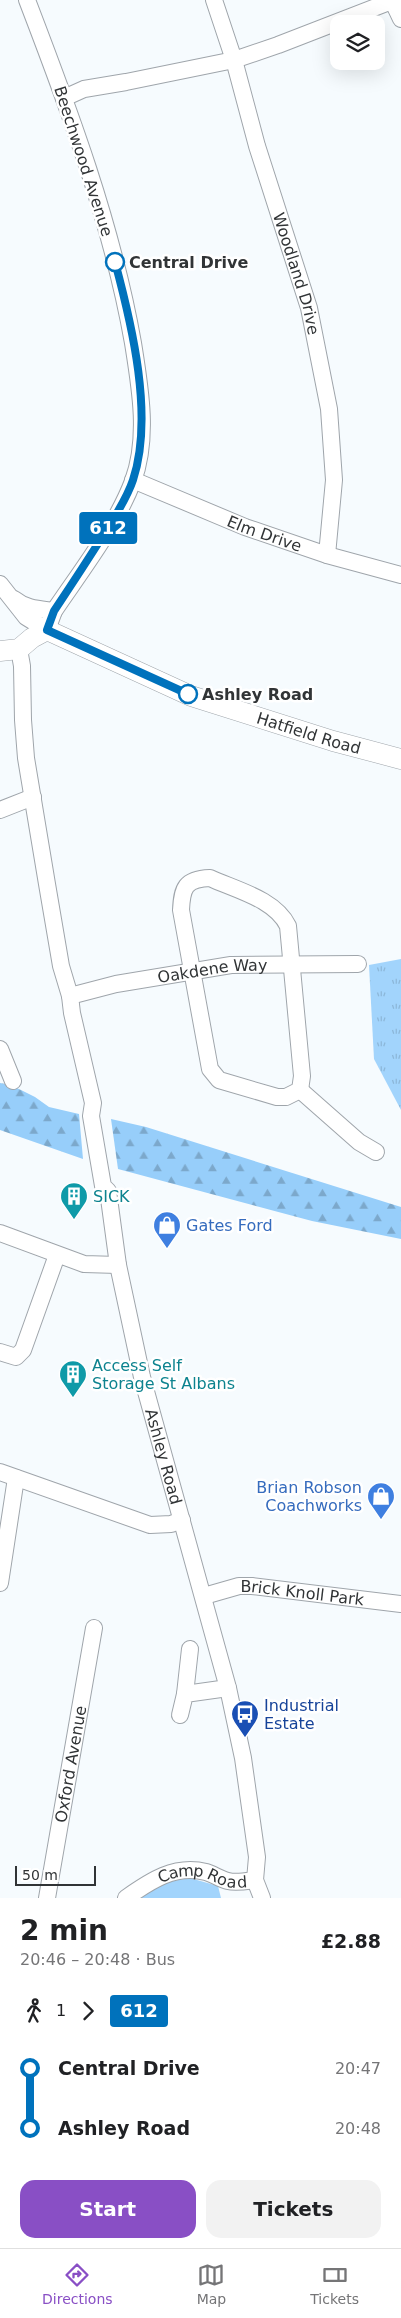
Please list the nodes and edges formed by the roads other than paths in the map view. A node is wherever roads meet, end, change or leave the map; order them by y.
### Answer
1 (27, 0) edge
2 (214, 0) edge
3 (392, 0) edge
4 (401, 19) edge
5 (234, 60) junction
6 (64, 98) junction
7 (133, 480) junction
8 (327, 555) junction
9 (401, 575) edge
10 (0, 584) edge
11 (13, 598) junction
12 (54, 611) junction
13 (47, 630) junction
14 (9, 650) edge
15 (401, 759) edge
16 (33, 797) junction
17 (0, 810) edge
18 (293, 964) junction
19 (358, 964) dead end
20 (191, 971) junction
21 (70, 996) junction
22 (0, 1049) edge
23 (13, 1081) dead end
24 (300, 1090) junction
25 (376, 1152) dead end
26 (0, 1234) edge
27 (57, 1255) junction
28 (118, 1265) junction
29 (0, 1352) edge
30 (0, 1472) edge
31 (16, 1478) junction
32 (182, 1520) junction
33 (0, 1583) edge
34 (204, 1596) junction
35 (401, 1604) edge
36 (94, 1628) dead end
37 (190, 1649) dead end
38 (228, 1688) junction
39 (185, 1694) junction
40 (180, 1715) dead end
41 (255, 1880) junction
42 (47, 1898) edge
43 (126, 1898) edge
44 (262, 1898) edge

1 - 6 street, Beechwood Avenue
2 - 5 street, Woodland Drive
3 - 4 street
3 - 5 street
5 - 6 street
5 - 8 street, Woodland Drive
6 - 7 street, Beechwood Avenue
7 - 8 street, Elm Drive
7 - 12 street, Beechwood Avenue
8 - 9 street, Elm Drive
10 - 11 street
11 - 12 street
11 - 13 street
12 - 13 street, Beechwood Avenue
13 - 14 main road
13 - 15 main road, Hatfield Road
14 - 16 street, Ashley Road
16 - 17 street
16 - 21 street, Ashley Road
18 - 19 street, Oakdene Way
18 - 20 street, Oakdene Way
18 - 20 street
18 - 24 street
20 - 21 street, Oakdene Way
20 - 24 street
21 - 28 street, Ashley Road
22 - 23 street
24 - 25 street
26 - 27 street
27 - 28 street
27 - 29 street
28 - 32 street, Ashley Road
30 - 31 street
31 - 32 street
31 - 33 street
32 - 34 street, Ashley Road
34 - 35 street, Brick Knoll Park
34 - 38 street, Ashley Road
36 - 42 street, Oxford Avenue
37 - 39 street
38 - 39 street
38 - 41 street, Ashley Road
39 - 40 street
41 - 43 street, Camp Road
41 - 44 street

==*==

INSTRUCTIONS TO FOLLOW:
Please repeat all of the entries above word for word, but drop any pictures.

SOLUTION TO THE EXERCISE:
Please list the nodes and edges formed by the roads other than paths in the map view. A node is wherever roads meet, end, change or leave the map; order them by y.
### Answer
1 (27, 0) edge
2 (214, 0) edge
3 (392, 0) edge
4 (401, 19) edge
5 (234, 60) junction
6 (64, 98) junction
7 (133, 480) junction
8 (327, 555) junction
9 (401, 575) edge
10 (0, 584) edge
11 (13, 598) junction
12 (54, 611) junction
13 (47, 630) junction
14 (9, 650) edge
15 (401, 759) edge
16 (33, 797) junction
17 (0, 810) edge
18 (293, 964) junction
19 (358, 964) dead end
20 (191, 971) junction
21 (70, 996) junction
22 (0, 1049) edge
23 (13, 1081) dead end
24 (300, 1090) junction
25 (376, 1152) dead end
26 (0, 1234) edge
27 (57, 1255) junction
28 (118, 1265) junction
29 (0, 1352) edge
30 (0, 1472) edge
31 (16, 1478) junction
32 (182, 1520) junction
33 (0, 1583) edge
34 (204, 1596) junction
35 (401, 1604) edge
36 (94, 1628) dead end
37 (190, 1649) dead end
38 (228, 1688) junction
39 (185, 1694) junction
40 (180, 1715) dead end
41 (255, 1880) junction
42 (47, 1898) edge
43 (126, 1898) edge
44 (262, 1898) edge

1 - 6 street, Beechwood Avenue
2 - 5 street, Woodland Drive
3 - 4 street
3 - 5 street
5 - 6 street
5 - 8 street, Woodland Drive
6 - 7 street, Beechwood Avenue
7 - 8 street, Elm Drive
7 - 12 street, Beechwood Avenue
8 - 9 street, Elm Drive
10 - 11 street
11 - 12 street
11 - 13 street
12 - 13 street, Beechwood Avenue
13 - 14 main road
13 - 15 main road, Hatfield Road
14 - 16 street, Ashley Road
16 - 17 street
16 - 21 street, Ashley Road
18 - 19 street, Oakdene Way
18 - 20 street, Oakdene Way
18 - 20 street
18 - 24 street
20 - 21 street, Oakdene Way
20 - 24 street
21 - 28 street, Ashley Road
22 - 23 street
24 - 25 street
26 - 27 street
27 - 28 street
27 - 29 street
28 - 32 street, Ashley Road
30 - 31 street
31 - 32 street
31 - 33 street
32 - 34 street, Ashley Road
34 - 35 street, Brick Knoll Park
34 - 38 street, Ashley Road
36 - 42 street, Oxford Avenue
37 - 39 street
38 - 39 street
38 - 41 street, Ashley Road
39 - 40 street
41 - 43 street, Camp Road
41 - 44 street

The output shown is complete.